Memtest x86 Question

LiamC

Storage Is My Life
Joined
Feb 7, 2002
Messages
2,016
Location
Canberra
How many passes of Memtest x86 (3.2) would people consider necessary before ruling out memory issues?

My X2 is starting to give errors in F@H, where I'm getting Error 72, which research indicates is memory related. The machine has not been overclocked for weeks. BIOS settings are standard, or auto. Memory is KingMax Hardcore DDR500. So far, the memory has done 7 passes without issue.

Sometimes a new work unit is downloaded and it aborts straight away. I run two instances. One instance seems to give more errors than the other.

I ran StressCPU last night after noticing the errors for about 45 minutes (two instances) without error.

Anybody have any suggestions for troubleshooting?
 

Mercutio

Fatwah on Western Digital
Joined
Jan 17, 2002
Messages
22,232
Location
I am omnipresent
I normally either do 3 passes or let it run for 24 hours.
I hate to bring up Sandra, but as it stresses a wider array of system components, it might be another tool to try.
 

P5-133XL

Xmas '97
Joined
Jan 15, 2002
Messages
3,173
Location
Salem, Or
3 passes or overnight is what I typically run for memtst.

If you really want to stress a system, for stability, I use folding@Home: It seems to detect problems far more reliabily than any other stress tester that I've used. It's major flaw is that while it seems to be particularly sensative at detecting problems, it is a poor tool to determine what that problem is...

How about under-clocking (both CPU and RAM) as a component testing procedure.

Also install a motherboard monitor with alarms and then check for temps and/or voltage issues: PS's that don't hold voltages steady sometimes showup as highly intermittant (an error or two a week) memory errors.

All this being said, F@H sometimes produces errors through no HW fault. If you are getting an error WU only very occasionally then don't worry about it.

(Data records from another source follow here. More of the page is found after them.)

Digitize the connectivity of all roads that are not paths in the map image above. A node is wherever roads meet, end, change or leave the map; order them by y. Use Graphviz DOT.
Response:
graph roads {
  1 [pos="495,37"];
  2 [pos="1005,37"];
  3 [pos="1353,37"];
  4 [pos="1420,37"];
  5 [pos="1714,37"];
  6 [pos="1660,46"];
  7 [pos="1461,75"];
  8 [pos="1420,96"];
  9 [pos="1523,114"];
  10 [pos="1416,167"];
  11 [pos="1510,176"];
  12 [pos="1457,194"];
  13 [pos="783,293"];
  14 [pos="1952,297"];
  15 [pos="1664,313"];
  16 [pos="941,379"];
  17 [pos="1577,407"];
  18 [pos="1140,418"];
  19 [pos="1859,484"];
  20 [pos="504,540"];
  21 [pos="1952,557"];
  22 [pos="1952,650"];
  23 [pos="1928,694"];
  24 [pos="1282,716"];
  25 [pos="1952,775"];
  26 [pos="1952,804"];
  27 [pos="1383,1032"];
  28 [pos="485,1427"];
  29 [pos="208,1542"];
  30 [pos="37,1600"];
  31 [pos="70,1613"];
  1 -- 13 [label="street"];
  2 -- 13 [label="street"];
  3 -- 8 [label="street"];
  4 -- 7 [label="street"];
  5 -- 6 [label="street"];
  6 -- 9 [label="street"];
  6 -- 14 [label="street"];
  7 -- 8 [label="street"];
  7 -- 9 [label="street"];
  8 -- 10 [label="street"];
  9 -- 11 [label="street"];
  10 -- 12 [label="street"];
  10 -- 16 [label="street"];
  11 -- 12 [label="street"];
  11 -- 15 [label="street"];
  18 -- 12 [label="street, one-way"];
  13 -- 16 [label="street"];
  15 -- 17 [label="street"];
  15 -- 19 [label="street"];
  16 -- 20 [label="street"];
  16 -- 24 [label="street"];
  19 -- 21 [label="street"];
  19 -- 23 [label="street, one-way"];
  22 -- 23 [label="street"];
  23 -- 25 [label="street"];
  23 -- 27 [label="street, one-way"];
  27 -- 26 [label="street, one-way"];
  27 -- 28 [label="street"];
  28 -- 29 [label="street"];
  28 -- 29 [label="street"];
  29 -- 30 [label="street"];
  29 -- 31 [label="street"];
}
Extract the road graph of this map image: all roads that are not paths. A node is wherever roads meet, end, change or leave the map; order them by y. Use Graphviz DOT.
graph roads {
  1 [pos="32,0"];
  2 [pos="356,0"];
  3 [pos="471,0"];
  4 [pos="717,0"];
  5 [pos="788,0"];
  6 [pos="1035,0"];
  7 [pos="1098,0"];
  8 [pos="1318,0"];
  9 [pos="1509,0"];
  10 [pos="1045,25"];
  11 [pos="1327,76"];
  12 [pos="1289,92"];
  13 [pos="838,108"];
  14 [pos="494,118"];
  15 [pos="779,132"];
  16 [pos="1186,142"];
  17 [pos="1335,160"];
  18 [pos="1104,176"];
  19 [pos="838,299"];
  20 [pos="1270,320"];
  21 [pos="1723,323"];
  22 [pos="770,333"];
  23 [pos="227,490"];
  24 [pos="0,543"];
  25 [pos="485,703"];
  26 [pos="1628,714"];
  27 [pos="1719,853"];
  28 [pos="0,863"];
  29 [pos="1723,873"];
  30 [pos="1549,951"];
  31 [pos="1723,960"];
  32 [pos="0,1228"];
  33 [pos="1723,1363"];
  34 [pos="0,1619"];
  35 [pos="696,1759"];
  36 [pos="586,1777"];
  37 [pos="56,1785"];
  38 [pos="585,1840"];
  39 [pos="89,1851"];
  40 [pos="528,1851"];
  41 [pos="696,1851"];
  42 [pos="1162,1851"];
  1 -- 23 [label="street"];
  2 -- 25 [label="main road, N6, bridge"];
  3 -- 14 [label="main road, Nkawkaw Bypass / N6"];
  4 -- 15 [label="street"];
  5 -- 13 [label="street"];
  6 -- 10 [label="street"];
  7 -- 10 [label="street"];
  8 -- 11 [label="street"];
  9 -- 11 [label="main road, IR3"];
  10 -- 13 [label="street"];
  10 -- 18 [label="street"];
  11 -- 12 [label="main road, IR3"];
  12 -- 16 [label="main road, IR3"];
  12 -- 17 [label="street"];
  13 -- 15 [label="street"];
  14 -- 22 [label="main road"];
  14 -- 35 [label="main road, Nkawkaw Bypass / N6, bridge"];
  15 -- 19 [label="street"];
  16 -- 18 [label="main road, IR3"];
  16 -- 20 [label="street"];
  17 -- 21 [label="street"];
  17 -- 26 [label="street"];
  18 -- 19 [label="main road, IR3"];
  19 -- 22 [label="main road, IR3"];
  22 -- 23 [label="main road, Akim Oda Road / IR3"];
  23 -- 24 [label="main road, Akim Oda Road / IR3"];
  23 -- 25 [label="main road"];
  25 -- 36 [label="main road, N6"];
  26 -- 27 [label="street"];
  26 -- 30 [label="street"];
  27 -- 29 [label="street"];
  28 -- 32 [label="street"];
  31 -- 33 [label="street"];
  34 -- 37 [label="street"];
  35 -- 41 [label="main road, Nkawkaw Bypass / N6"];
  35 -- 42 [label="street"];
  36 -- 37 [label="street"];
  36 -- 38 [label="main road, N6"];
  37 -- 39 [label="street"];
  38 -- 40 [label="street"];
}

As the frequency increases, the likelyhood of HW problems becomes much more likely.
 

LiamC

Storage Is My Life
Joined
Feb 7, 2002
Messages
2,016
Location
Canberra
Thanks guys. I knew that F@H produced the odd error, but it is a little more frequent than that. The XP 1600+ I had (150MHz == 1800+) only produced an error every odd week. The A64 3200+ I've had going since last week, has been running at 2.2Ghz, 2.3GHz and now 2.4 GHz and has yet to produce an error. The X2 just gave three EUE errors in quick succession.

Temps are in the high 40's, low 50's with both cores folding. I've just updated to the latest BIOS. I'll keep looking, as something doesn't seem right.
 

LiamC

Storage Is My Life
Joined
Feb 7, 2002
Messages
2,016
Location
Canberra
I always run Speedfan. Just checked the voltages. There is two +5V being logged??? Anyhoo, both of them are averaging 4V, anywhere between 3.5V and 6V. The fluctuations are quite steep. I'll check with another PS and get back to you.
 

Buck

Storage? I am Storage!
Joined
Feb 22, 2002
Messages
4,514
Location
Blurry.
Website
www.hlmcompany.com
I know this doesn't seem to relate to your error code, but I would also test the hard drive. If you are running large WU's, memory will be hogged and Windows will swap more frequently, even for routine duties.
 

LiamC

Storage Is My Life
Joined
Feb 7, 2002
Messages
2,016
Location
Canberra
I ran chkdsk over all the disks last night and they didn't report any errors. However, a week ago, my 3 year old switched the machine off and it hosed my C: drive. I had to do a repair job on Windows, and it went right back to the install screen at the next boot. Chkdsk also reported a lot of drive errors. It hasn't "felt" the same since. I know that's not scientific, but that is the only way to describe things. SCSIMax reports that the drive is fine though.
 

LiamC

Storage Is My Life
Joined
Feb 7, 2002
Messages
2,016
Location
Canberra
Hmm, replaced a Zalman 400W with an Antec SmartPower 350W, and the 5V rails show the same fluctuations between 2V and 5.5V. The +12V, and +3.3V rails are flat as. Motherboard voltage regulators on the blink?
 

Bozo

Storage? I am Storage!
Joined
Feb 12, 2002
Messages
4,396
Location
Twilight Zone
Try Prime95. It can be set up to stress the CPU and memory. You can also run multiple sessions.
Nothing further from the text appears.